Abstract

Human recombinant erythropoietin (rHuEPO) is widely used to stimulate red blood cell production in patients with anemia due to cancer, renal disease, and other medical conditions, but concern has grown about its overuse and potential for harm. Little is known about the nature of rHuEPO use in hospitalized patients who receive rHuEPO therapy for nononcologic indications. We reviewed the drug utilization data from a large academic medical center for all patients admitted during 3 years to identify all patients without cancer who received at least 1 dose of rHuEPO, including their age and sex; diagnoses; hematocrit and hemoglobin and iron levels; and use of supplemental iron. We also compared the rates of laboratory testing and iron supplementation in patients with and without chronic kidney disease (CKD). A total of 1360 distinct patients with 3094 hospitalizations received at least 1 dose of rHuEPO. In 2959 admissions for which hematocrit was determined within 14 days before rHuEPO use, mean values were less than 33% in 1792 (61%) and greater than 36% in 553 (19%).

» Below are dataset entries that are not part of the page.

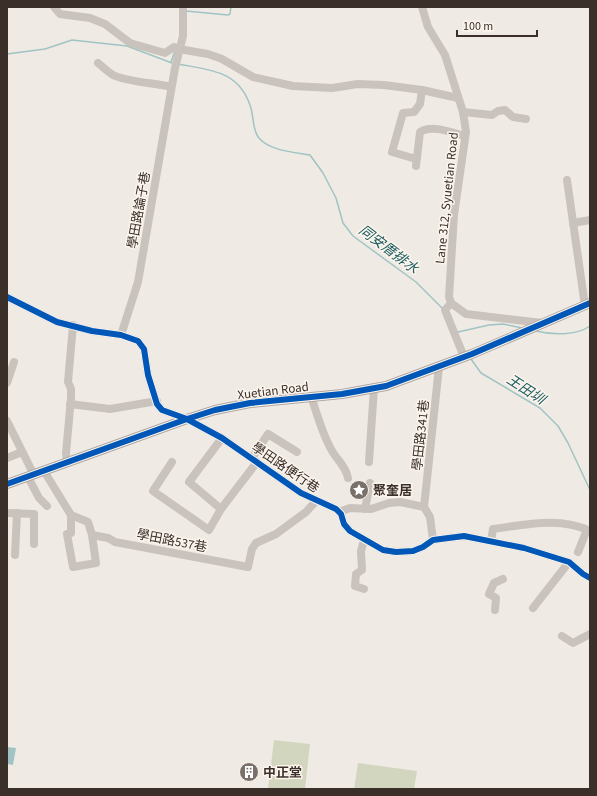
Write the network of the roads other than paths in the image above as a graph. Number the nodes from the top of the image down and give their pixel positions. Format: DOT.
graph roads {
  1 [pos="54,7"];
  2 [pos="183,7"];
  3 [pos="422,7"];
  4 [pos="179,49"];
  5 [pos="98,63"];
  6 [pos="171,87"];
  7 [pos="422,90"];
  8 [pos="458,98"];
  9 [pos="463,112"];
  10 [pos="526,118"];
  11 [pos="466,136"];
  12 [pos="567,180"];
  13 [pos="590,220"];
  14 [pos="573,223"];
  15 [pos="7,297"];
  16 [pos="451,303"];
  17 [pos="587,304"];
  18 [pos="543,324"];
  19 [pos="73,326"];
  20 [pos="121,335"];
  21 [pos="464,357"];
  22 [pos="14,362"];
  23 [pos="439,367"];
  24 [pos="7,383"];
  25 [pos="374,388"];
  26 [pos="311,396"];
  27 [pos="156,401"];
  28 [pos="70,404"];
  29 [pos="188,418"];
  30 [pos="7,421"];
  31 [pos="222,438"];
  32 [pos="22,452"];
  33 [pos="297,452"];
  34 [pos="7,458"];
  35 [pos="255,460"];
  36 [pos="172,462"];
  37 [pos="369,462"];
  38 [pos="67,463"];
  39 [pos="44,471"];
  40 [pos="31,476"];
  41 [pos="348,478"];
  42 [pos="370,483"];
  43 [pos="7,484"];
  44 [pos="316,501"];
  45 [pos="47,506"];
  46 [pos="424,507"];
  47 [pos="221,509"];
  48 [pos="365,509"];
  49 [pos="339,512"];
  50 [pos="7,513"];
  51 [pos="17,513"];
  52 [pos="71,515"];
  53 [pos="590,530"];
  54 [pos="92,535"];
  55 [pos="364,540"];
  56 [pos="432,540"];
  57 [pos="491,541"];
  58 [pos="34,544"];
  59 [pos="578,552"];
  60 [pos="14,555"];
  61 [pos="569,562"];
  62 [pos="590,578"];
  63 [pos="503,579"];
  64 [pos="364,589"];
  65 [pos="533,608"];
  66 [pos="495,610"];
  67 [pos="590,634"];
  68 [pos="562,636"];
  1 -- 4 [label="street"];
  2 -- 4 [label="street, 學田路論子巷"];
  3 -- 8 [label="street, Lane 312, Syuetian Road"];
  4 -- 6 [label="street, 學田路論子巷"];
  4 -- 7 [label="street"];
  5 -- 6 [label="street"];
  6 -- 20 [label="street, 學田路論子巷"];
  7 -- 8 [label="street"];
  7 -- 11 [label="street"];
  8 -- 9 [label="street, Lane 312, Syuetian Road"];
  9 -- 10 [label="street"];
  9 -- 11 [label="street, Lane 312, Syuetian Road"];
  11 -- 16 [label="street, Lane 312, Syuetian Road"];
  12 -- 14 [label="street"];
  13 -- 14 [label="street"];
  14 -- 17 [label="street"];
  15 -- 19 [label="street"];
  16 -- 18 [label="street"];
  16 -- 21 [label="street, Lane 312, Syuetian Road"];
  17 -- 18 [label="main road"];
  18 -- 21 [label="main road, Xuetian Road"];
  19 -- 20 [label="street"];
  19 -- 28 [label="street"];
  20 -- 27 [label="street"];
  21 -- 23 [label="main road, Xuetian Road"];
  22 -- 24 [label="street"];
  23 -- 25 [label="main road, Xuetian Road"];
  23 -- 46 [label="street, 學田路341巷"];
  25 -- 26 [label="main road, Xuetian Road"];
  25 -- 37 [label="street"];
  26 -- 29 [label="main road, Xuetian Road"];
  26 -- 41 [label="street"];
  27 -- 28 [label="street"];
  27 -- 29 [label="street"];
  28 -- 38 [label="street"];
  29 -- 31 [label="street, 學田路便行巷"];
  29 -- 38 [label="main road, Xuetian Road"];
  30 -- 32 [label="street"];
  31 -- 35 [label="street, 學田路便行巷"];
  31 -- 47 [label="street"];
  32 -- 34 [label="street"];
  32 -- 40 [label="street"];
  33 -- 35 [label="street"];
  35 -- 44 [label="street, 學田路便行巷"];
  35 -- 47 [label="street"];
  36 -- 47 [label="street"];
  38 -- 39 [label="main road, Xuetian Road"];
  39 -- 40 [label="main road, Xuetian Road"];
  39 -- 52 [label="street"];
  40 -- 43 [label="main road, Xuetian Road"];
  40 -- 45 [label="street"];
  42 -- 48 [label="street"];
  44 -- 49 [label="street, 學田路便行巷"];
  44 -- 54 [label="street, 學田路537巷"];
  46 -- 48 [label="street"];
  46 -- 56 [label="street, 學田路341巷"];
  48 -- 49 [label="street"];
  49 -- 55 [label="street"];
  50 -- 51 [label="street"];
  51 -- 58 [label="street"];
  51 -- 60 [label="street"];
  52 -- 54 [label="street"];
  52 -- 54 [label="street"];
  53 -- 57 [label="street"];
  53 -- 59 [label="street"];
  55 -- 56 [label="street"];
  55 -- 64 [label="street"];
  56 -- 57 [label="street"];
  57 -- 61 [label="street"];
  61 -- 62 [label="street"];
  61 -- 65 [label="street"];
  63 -- 66 [label="street"];
  67 -- 68 [label="street"];
}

Patients with CKD were more likely than patients without CKD to receive rHuEPO with hematocrit greater than 36% (22% vs 8%; P<.001). Monitoring of iron status was more common in patients with CKD than in those without CKD (64% vs 45%; P <.001). Almost one fourth (23%) of rHuEPO recipients in whom iron levels were measured had absolute iron deficiency (serum ferritin concentration <100 ng/mL). In patients with CKD, only about half (54%) had adequate iron stores at the time of rHuEPO administration; this rate was even lower in patients without CKD (33%; P<.001). Only 66% of patients with documented iron deficiency who were receiving rHuEPO also received concomitant iron supplementation; this rate did not differ between patients with or without CKD. There is significant variability in the degree of anemia, completeness of iron measurement, and use of iron supplementation in hospitalized patients without cancer who are prescribed rHuEPO. Our results identify potential targets for quality improvement in patients both with and without CKD.